Modellierung und transdisziplinäre Methoden

Holtz, Georg; Alkemade, Floortje; Haan, Fjalar de; Köhler, Jonathan; Trutnevyte, Evelina; Luthe, Tobias; Halbe, Johannes; Papachristos, George; Chappin, Emile; Kwakkel, Jan; Ruutu, Sampsa
Prospects of modelling societal transitions: Position paper of an emerging community

In: Environmental Innovation and Societal Transitions 17 (2015), S. 41-58

Gesellschaftlicher Wandel vollzieht sich mit hoher Komplexität: mit unterschiedlichen Akteuren, Veränderungen in Institutionen, Werten und Technologien, über verschiedene Sektoren und Skalen hinweg. Die Autor(inn)en des Artikels "Prospects of modelling societal transition: Position paper of an emerging community" plädieren deshalb dafür, dass die Forschung zu gesellschaftlicher Transition von einer ausgeprägteren Reife und breiteren Aufnahme von Modellierungsansätzen profitieren würde. Sie zeigen, wie Modellierung das Verständnis für Transition steigert und die Stakeholder bei der Umsetzung unterstützt. Darüber hinaus werden zwei Modellierungsanwendungen präsentiert, um die Vorteile zu illustrieren, aber auch die Begrenzungen der Methode deutlich zu machen sowie weiteren Forschungsbedarf. Vom Wuppertal Institut gehören Georg Holtz und Emile Chappin zum Autorenteam.

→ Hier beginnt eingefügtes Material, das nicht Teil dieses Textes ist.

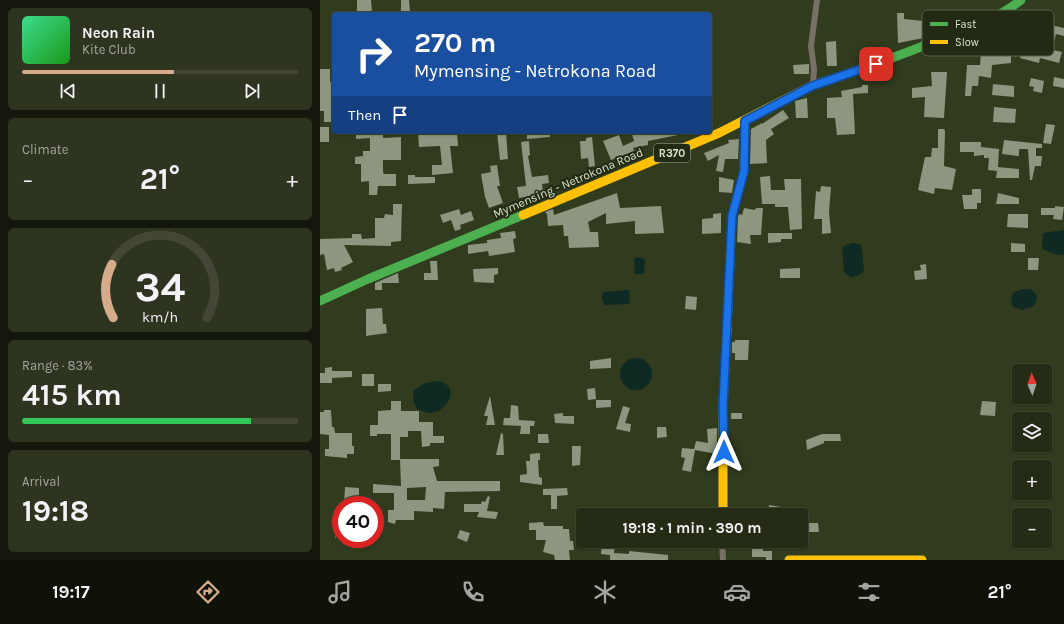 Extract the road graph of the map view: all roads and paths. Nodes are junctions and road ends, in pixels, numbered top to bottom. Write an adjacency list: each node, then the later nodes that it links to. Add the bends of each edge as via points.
1 (816, 0): 6 (street, via 810,46 814,69)
2 (1021, 0): 3 (main road, Mymensing - Netrokona Road / R370)
3 (1011, 8): 4 (main road, Mymensing - Netrokona Road / R370)
4 (1007, 10)
5 (922, 47): 6 (main road, Mymensing - Netrokona Road / R370)
6 (812, 86): 7 (main road, Mymensing - Netrokona Road / R370)
7 (745, 121): 8 (main road, Mymensing - Netrokona Road / R370); 9 (main road, via 744,171 732,216 723,406)
8 (320, 301)
9 (722, 508)
10 (722, 548): 11 (street)
11 (723, 560)
12 (789, 560): 13 (main road)
13 (922, 560) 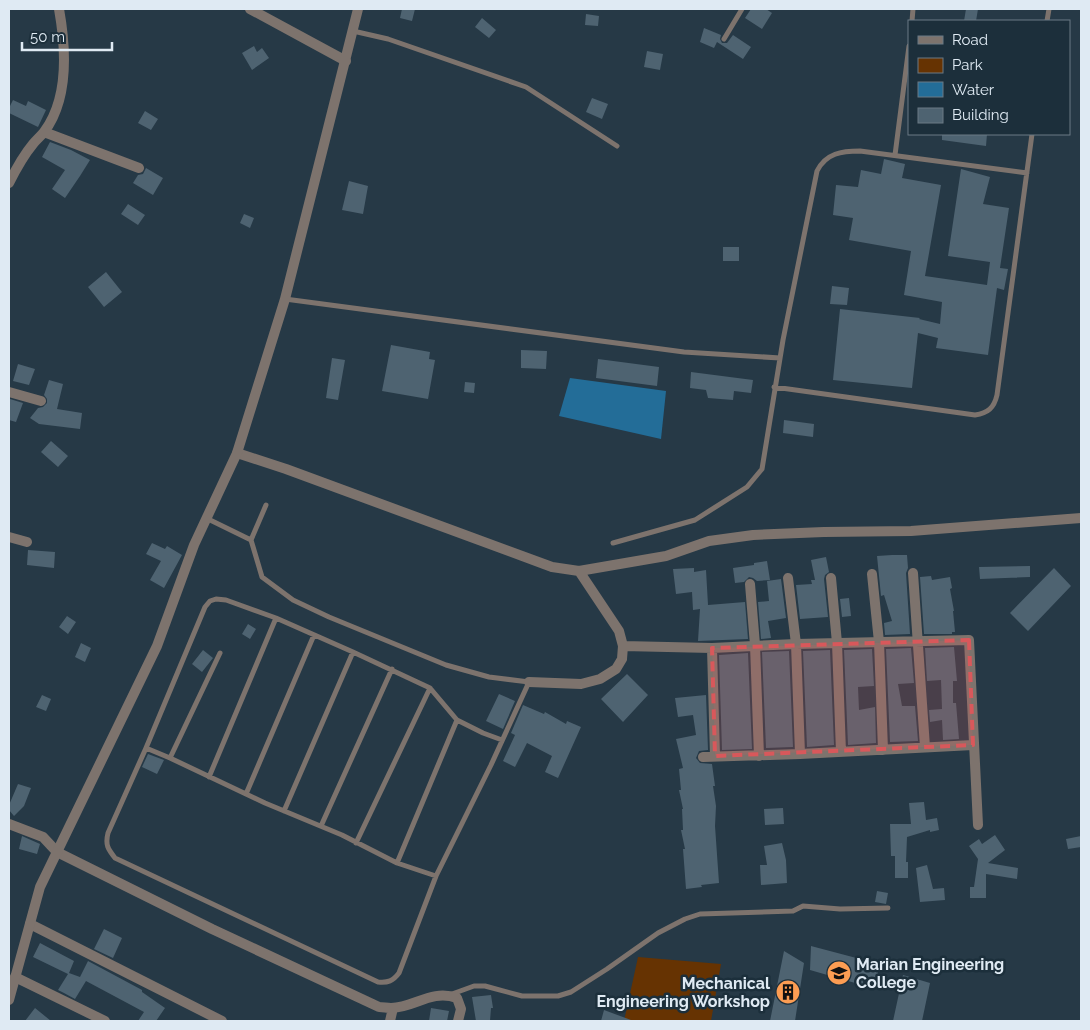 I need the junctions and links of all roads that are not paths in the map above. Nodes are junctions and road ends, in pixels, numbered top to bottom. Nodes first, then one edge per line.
1 (59, 9) edge
2 (250, 9) edge
3 (358, 9) edge
4 (742, 9) edge
5 (353, 31) junction
6 (724, 39) dead end
7 (908, 54) edge
8 (346, 61) junction
9 (44, 132) junction
10 (1032, 135) edge
11 (617, 146) dead end
12 (895, 155) junction
13 (139, 168) dead end
14 (1027, 173) junction
15 (9, 183) edge
16 (285, 300) junction
17 (780, 358) junction
18 (774, 387) junction
19 (9, 392) edge
20 (41, 401) dead end
21 (237, 453) junction
22 (266, 505) dead end
23 (206, 518) junction
24 (1081, 518) edge
25 (9, 537) edge
26 (251, 540) junction
27 (27, 542) dead end
28 (614, 543) dead end
29 (580, 571) junction
30 (913, 573) dead end
31 (872, 574) dead end
32 (788, 578) dead end
33 (831, 578) dead end
34 (750, 584) dead end
35 (276, 618) junction
36 (314, 635) junction
37 (919, 641) junction
38 (879, 642) junction
39 (837, 643) junction
40 (796, 644) junction
41 (623, 646) junction
42 (755, 646) junction
43 (712, 648) junction
44 (353, 652) junction
45 (220, 653) dead end
46 (392, 669) junction
47 (529, 682) junction
48 (430, 688) junction
49 (457, 720) junction
50 (502, 740) junction
51 (973, 745) junction
52 (925, 747) junction
53 (146, 748) junction
54 (883, 750) junction
55 (841, 752) junction
56 (800, 754) junction
57 (715, 756) junction
58 (759, 756) junction
59 (703, 757) dead end
60 (170, 758) junction
61 (209, 777) junction
62 (246, 794) junction
63 (284, 811) junction
64 (9, 824) edge
65 (978, 825) dead end
66 (321, 826) junction
67 (356, 843) junction
68 (57, 852) junction
69 (397, 862) junction
70 (436, 876) junction
71 (888, 908) dead end
72 (30, 924) junction
73 (15, 977) junction
74 (449, 995) junction
75 (9, 1000) edge
76 (393, 1008) junction
77 (105, 1021) edge
78 (222, 1021) edge
79 (390, 1021) edge
80 (458, 1021) edge

1 - 9 street
2 - 8 street
3 - 5 street
4 - 6 lane
5 - 8 street
5 - 11 lane
7 - 12 lane
8 - 16 street
9 - 13 street
9 - 15 street
10 - 14 lane
12 - 14 lane
12 - 17 lane
14 - 18 lane
16 - 17 lane
16 - 21 street
17 - 18 lane
18 - 28 lane
19 - 20 street
21 - 23 street
21 - 29 street
22 - 26 lane
23 - 26 lane
23 - 68 street
24 - 29 street
25 - 27 street
26 - 47 lane
29 - 41 street
30 - 37 street
31 - 38 street
32 - 40 street
33 - 39 street
34 - 42 street
35 - 36 lane
35 - 53 lane
35 - 61 lane
36 - 44 lane
36 - 62 lane
37 - 38 street
37 - 51 street
37 - 52 street
38 - 39 street
38 - 54 street
39 - 40 street
39 - 55 street
40 - 42 street
40 - 56 street
41 - 43 street
41 - 47 street
42 - 43 street
42 - 58 street
43 - 57 street
44 - 46 lane
44 - 63 lane
45 - 60 lane
46 - 48 lane
46 - 66 lane
47 - 50 lane
48 - 49 lane
48 - 67 lane
49 - 50 lane
49 - 69 lane
50 - 70 lane
51 - 52 street
51 - 65 street
52 - 54 street
53 - 60 lane
53 - 70 lane
54 - 55 street
55 - 56 street
56 - 58 street
57 - 58 street
57 - 59 street
60 - 61 lane
61 - 62 lane
62 - 63 lane
63 - 66 lane
64 - 68 street
66 - 67 lane
67 - 69 lane
68 - 72 street
68 - 76 street
69 - 70 lane
71 - 74 lane
72 - 73 street
72 - 78 street
73 - 75 street
73 - 77 street
74 - 76 street
74 - 80 street
76 - 79 street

Lukas, Melanie; Rohn; Holger; Lettenmeier, Michael; Liedtke; Christa & Wiesen, Klaus
The nutritional footprint - integrated methodology using environmental and health indicators to indicate potential for absolute reduction of natural resource use in the field of food and nutrition

In: Journal of Cleaner Production, DOI: 10.1016/j.jclepro.2015.02.070

Dass unsere Ernährungsweise die Umwelt belastet, ist inzwischen weitgehend bekannt: Der Joghurtbecher, dessen Bestandteile aus aller Welt anreisen; die Erdbeeren im Winter, die große Mengen Wasser in Trockengebieten verbrauchen oder der mit hohem Fleischkonsum verbundene Futtermitteleinsatz und Landverbrauch. Der Ernährungssektor gehört zu den großen Ressourcenverbrauchern und Klimakillern. In einem mehrjährigen Prozess hat ein wissenschaftliches Team des Wuppertal Instituts eine Methode entwickelt, den "ökologischen Fußabdruck" von Nahrung so zu berechnen, dass wesentliche gesundheitliche und umweltwirksame Faktoren integriert werden. Die Formel wurde beispielhaft auf ausgesuchte Mahlzeiten aus der klassischen Mittagsverpflegung angewandt. Als Indikatoren für Gesundheit werden verwendet: Energiegehalt, Salzgehalt, Anteil an Ballaststoffen und gesättigten Fetten. Die Umweltindikatoren sind: der "ökologische Rucksack" (Ressourcenverbrauch), der CO2-Fußabdruck, der Wasserfußabdruck und der Flächenverbrauch.


Energie- und Klimawende

Augenstein, Karoline
Analysing the potential for sustainable e-mobility - The case of Germany

In: Environmental Innovation and Societal Transitions 14 (2015), S. 101-115

Die momentane Dynamik in der Entwicklung und Förderung der Elektromobilität scheint Anlass zur Hoffnung auf eine umfassende Mobilitätswende zu geben. Allerdings zeigt ein Blick in die Geschichte auch, dass das Elektroauto schon einmal gescheitert ist. Vor diesem Hintergrund beschäftigt sich Karoline Augenstein in ihrem Artikel mit folgender Frage: Wie groß ist das Potenzial für die weitere Entwicklung der Elektromobilität in Form einer nachhaltigen Systeminnovation? Zur Beantwortung dieser Frage wird ein theoretischer Rahmen entwickelt, der das Zusammenspiel von transformativer Kapazität einer technologischen Innovation (löst das Elektrofahrzeug soziale Innovationen wie neue Geschäftsmodelle und Nutzungsmuster aus?) und Systemadaptivität (wie stabil ist das bestehende Mobilitätsregime?) betrachtet und eine explizite Nachhaltigkeitsperspektive in die Analyse integriert. Mit Hilfe dieses theoretischen Rahmens zeigt sie am Beispiel des deutschen Innovationssystems für Elektromobilität, dass das Elektrofahrzeug nur als Teil einer Systeminnovation erfolgreich und nachhaltig sein kann. Im Fall Deutschlands zeigt sich aber auch, dass ein solcher substantieller Wandel von etablierten Akteuren, die das Innovationssystem dominieren, eher verhindert wird.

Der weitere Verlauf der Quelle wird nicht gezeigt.